# What you are asked to do
Extract only the lines from the start of the entries below to the line with "c.new_sub_path()", inclusive; omit every picture.

━━━━━━━━━━━━━━━━

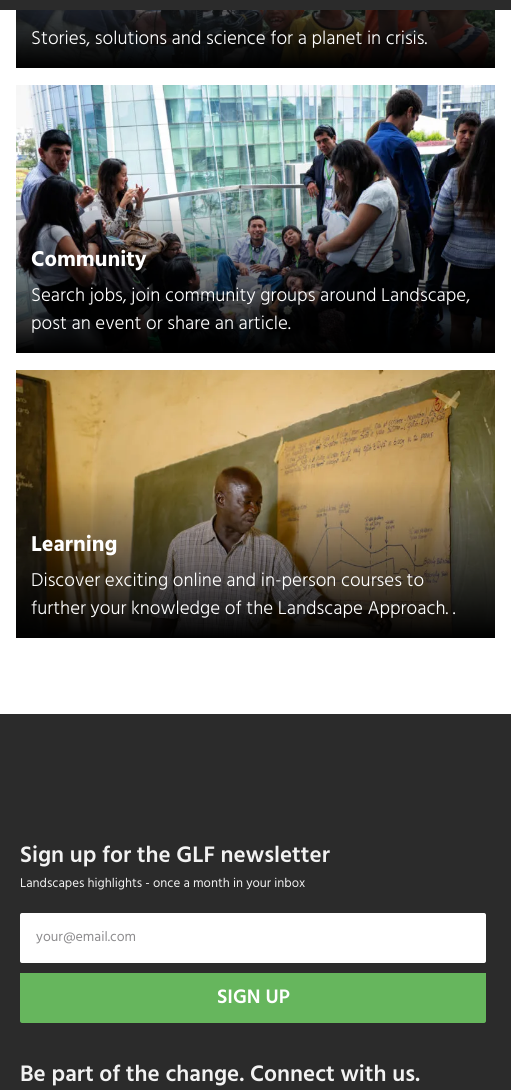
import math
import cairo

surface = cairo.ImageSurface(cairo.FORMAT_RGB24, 511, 1090)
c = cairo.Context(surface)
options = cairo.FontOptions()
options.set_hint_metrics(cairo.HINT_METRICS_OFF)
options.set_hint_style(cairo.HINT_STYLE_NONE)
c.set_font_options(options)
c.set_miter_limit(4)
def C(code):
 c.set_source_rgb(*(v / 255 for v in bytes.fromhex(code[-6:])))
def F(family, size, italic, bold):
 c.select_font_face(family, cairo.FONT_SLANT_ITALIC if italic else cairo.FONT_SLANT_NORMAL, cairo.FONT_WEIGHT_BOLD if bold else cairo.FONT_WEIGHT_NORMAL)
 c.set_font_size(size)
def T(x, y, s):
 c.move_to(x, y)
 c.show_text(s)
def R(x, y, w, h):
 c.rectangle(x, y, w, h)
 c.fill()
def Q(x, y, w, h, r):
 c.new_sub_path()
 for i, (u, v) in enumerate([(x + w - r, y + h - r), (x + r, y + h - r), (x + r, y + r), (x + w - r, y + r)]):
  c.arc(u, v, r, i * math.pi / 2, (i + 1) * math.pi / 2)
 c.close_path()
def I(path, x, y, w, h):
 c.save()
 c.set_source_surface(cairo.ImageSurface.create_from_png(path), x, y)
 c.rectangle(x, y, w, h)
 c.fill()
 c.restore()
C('ffffff')
c.paint()
C('2b2b2b')
R(0,0,511,10)
I('1.png',16,10,479,58)
F('Hind Light',19,0,0)
C('ffffff')
T(31,44,'Stories, solutions and science for a planet in crisis.')
I('2.png',16,85,479,268)
F('Hind',22,0,1)
T(31,266,'Community')
F('Hind Light',19,0,0)
T(31,301,'Search jobs, join community groups around Landscape,')
T(31,329,'post an event or share an article.')
I('3.png',16,370,479,268)
F('Hind',22,0,1)
T(31,551,'Learning')
F('Hind Light',19,0,0)
T(31,586,'Discover exciting online and in-person courses to')
T(31,614,'further your knowledge of the Landscape Approach. .')
C('2b2b2b')
R(0,714,511,376)
F('Hind SemiBold',23,0,0)
C('f2f2f2')
T(20,862,'Sign up for the GLF newsletter')
F('Hind',13,0,0)
T(20,887,'Landscapes highlights - once a month in your inbox')
C('ffffff')
Q(20,913,466,50,2)
c.fill()
F('Hind',14,0,0)
C('8d8c8e')
T(36,941,'your@email.com')
C('66b65d')
c.new_path()
c.move_to(20,973)
c.line_to(486,973)
c.line_to(486,1021)
c.curve_to(486,1022,485,1023,484,1023)
c.line_to(22,1023)
c.curve_to(21,1023,20,1022,20,1021)
c.close_path()
c.fill()
F('Hind SemiBold',20,0,0)
C('ffffff')
T(217,1003,'SIGN UP')
F('Hind SemiBold',23,0,0)
C('f2f2f2')
T(20,1081,'Be part of the change. Connect with us.')
surface.write_to_png('o.png')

━━━━━━━━━━━━━━━━

# Solution to this exercise
import math
import cairo

surface = cairo.ImageSurface(cairo.FORMAT_RGB24, 511, 1090)
c = cairo.Context(surface)
options = cairo.FontOptions()
options.set_hint_metrics(cairo.HINT_METRICS_OFF)
options.set_hint_style(cairo.HINT_STYLE_NONE)
c.set_font_options(options)
c.set_miter_limit(4)
def C(code):
 c.set_source_rgb(*(v / 255 for v in bytes.fromhex(code[-6:])))
def F(family, size, italic, bold):
 c.select_font_face(family, cairo.FONT_SLANT_ITALIC if italic else cairo.FONT_SLANT_NORMAL, cairo.FONT_WEIGHT_BOLD if bold else cairo.FONT_WEIGHT_NORMAL)
 c.set_font_size(size)
def T(x, y, s):
 c.move_to(x, y)
 c.show_text(s)
def R(x, y, w, h):
 c.rectangle(x, y, w, h)
 c.fill()
def Q(x, y, w, h, r):
 c.new_sub_path()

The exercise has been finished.